WORK INSTRUCTION:
Print all the records below exactly as they stand, but leave out the pictures.

-------- ENTRIES SHOWN --------

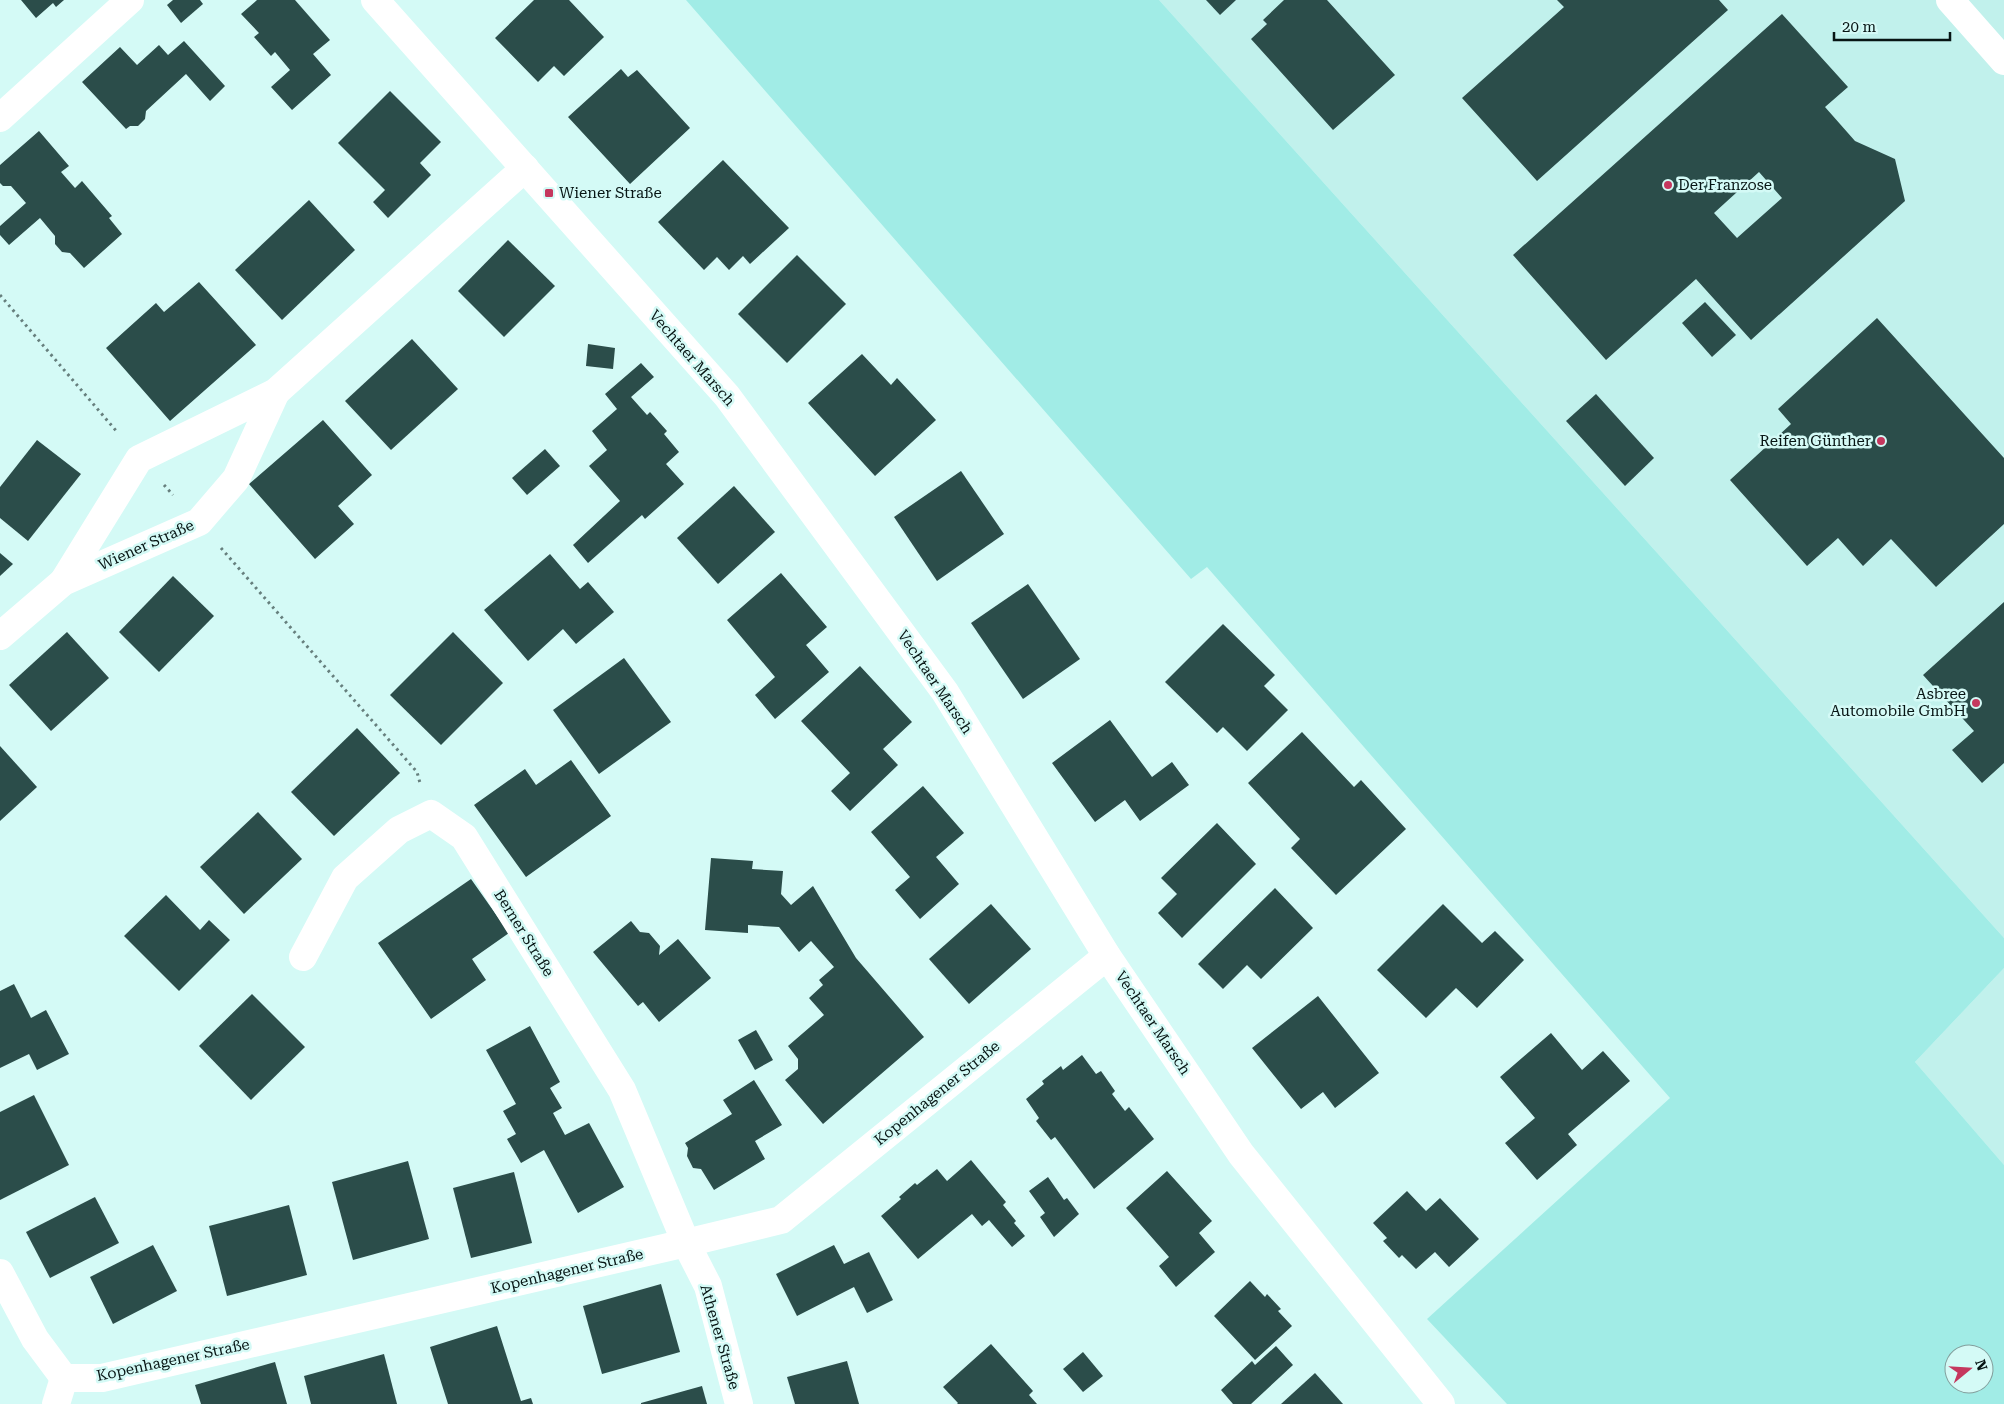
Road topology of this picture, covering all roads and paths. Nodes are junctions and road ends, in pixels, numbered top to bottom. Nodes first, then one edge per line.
1 (130, 0) edge
2 (375, 0) edge
3 (1950, 0) edge
4 (2004, 61) edge
5 (0, 118) edge
6 (525, 168) junction
7 (0, 295) edge
8 (276, 392) junction
9 (140, 459) junction
10 (199, 522) junction
11 (63, 582) junction
12 (0, 636) edge
13 (431, 814) junction
14 (1107, 956) junction
15 (303, 957) dead end
16 (686, 1243) junction
17 (0, 1273) edge
18 (64, 1378) junction
19 (56, 1404) edge
20 (739, 1404) edge
21 (1441, 1404) edge

1 - 5 street
2 - 6 street, Vechtaer Marsch
3 - 4 street
6 - 8 street, Wiener Straße
6 - 14 street, Vechtaer Marsch
7 - 9 path
8 - 9 street, Wiener Straße
8 - 10 street, Wiener Straße
9 - 10 path
9 - 11 street, Wiener Straße
10 - 11 street, Wiener Straße
10 - 13 path
11 - 12 street, Wiener Straße
13 - 15 street
13 - 16 street, Berner Straße
14 - 16 street, Kopenhagener Straße
14 - 21 street, Vechtaer Marsch
16 - 18 street, Kopenhagener Straße
16 - 20 street, Athener Straße
17 - 18 street
18 - 19 street

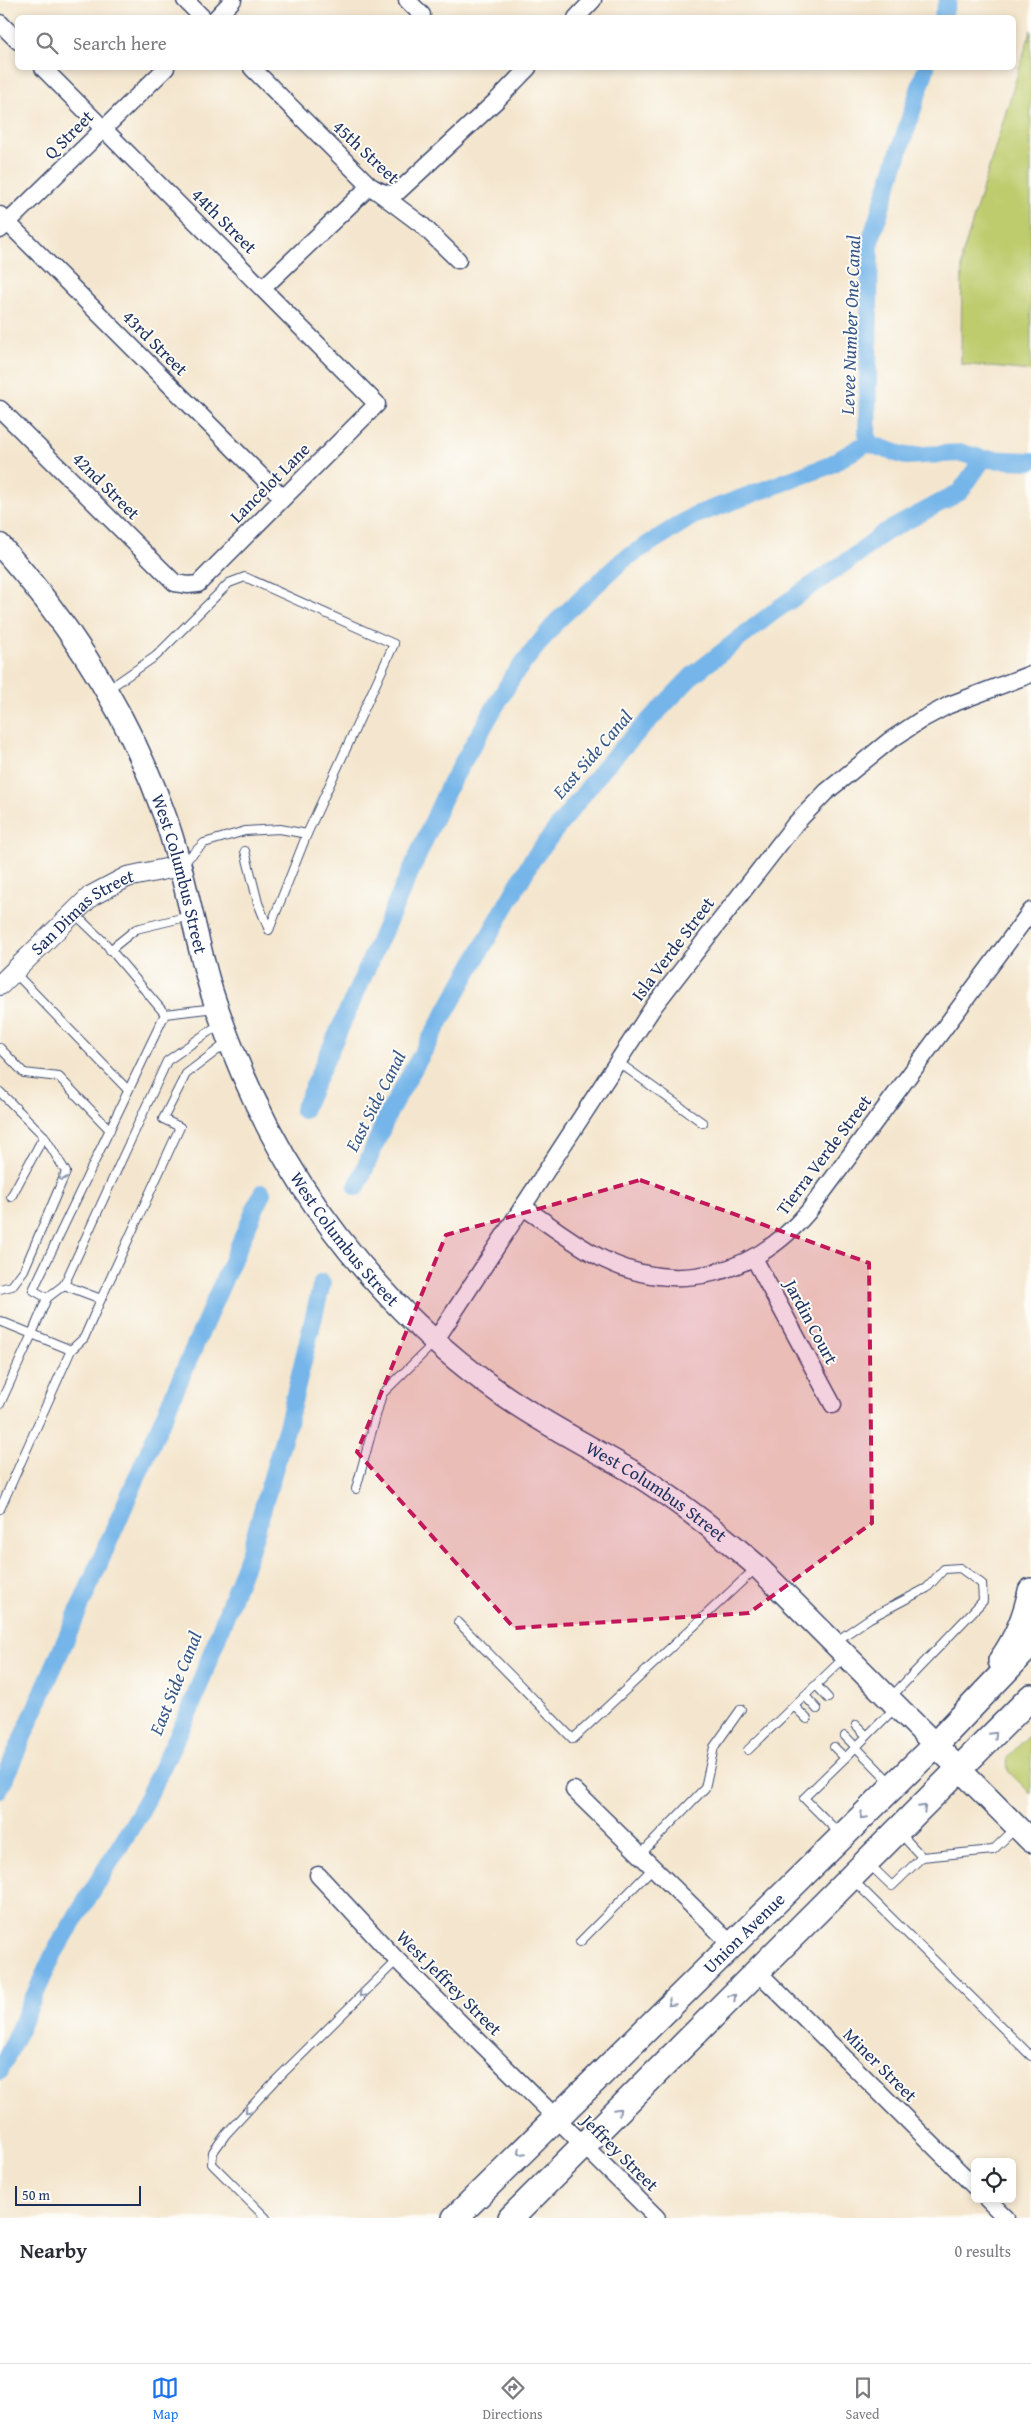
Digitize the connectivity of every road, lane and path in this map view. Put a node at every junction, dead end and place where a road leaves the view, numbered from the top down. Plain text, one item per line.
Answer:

--------

EXERCISE RESPONSE:
Road topology of this picture, covering all roads and paths. Nodes are junctions and road ends, in pixels, numbered top to bottom. Nodes first, then one edge per line.
1 (130, 0) edge
2 (375, 0) edge
3 (1950, 0) edge
4 (2004, 61) edge
5 (0, 118) edge
6 (525, 168) junction
7 (0, 295) edge
8 (276, 392) junction
9 (140, 459) junction
10 (199, 522) junction
11 (63, 582) junction
12 (0, 636) edge
13 (431, 814) junction
14 (1107, 956) junction
15 (303, 957) dead end
16 (686, 1243) junction
17 (0, 1273) edge
18 (64, 1378) junction
19 (56, 1404) edge
20 (739, 1404) edge
21 (1441, 1404) edge

1 - 5 street
2 - 6 street, Vechtaer Marsch
3 - 4 street
6 - 8 street, Wiener Straße
6 - 14 street, Vechtaer Marsch
7 - 9 path
8 - 9 street, Wiener Straße
8 - 10 street, Wiener Straße
9 - 10 path
9 - 11 street, Wiener Straße
10 - 11 street, Wiener Straße
10 - 13 path
11 - 12 street, Wiener Straße
13 - 15 street
13 - 16 street, Berner Straße
14 - 16 street, Kopenhagener Straße
14 - 21 street, Vechtaer Marsch
16 - 18 street, Kopenhagener Straße
16 - 20 street, Athener Straße
17 - 18 street
18 - 19 street

Digitize the connectivity of every road, lane and path in this map view. Put a node at every junction, dead end and place where a road leaves the view, numbered from the top down. Plain text, one item per line.
Answer:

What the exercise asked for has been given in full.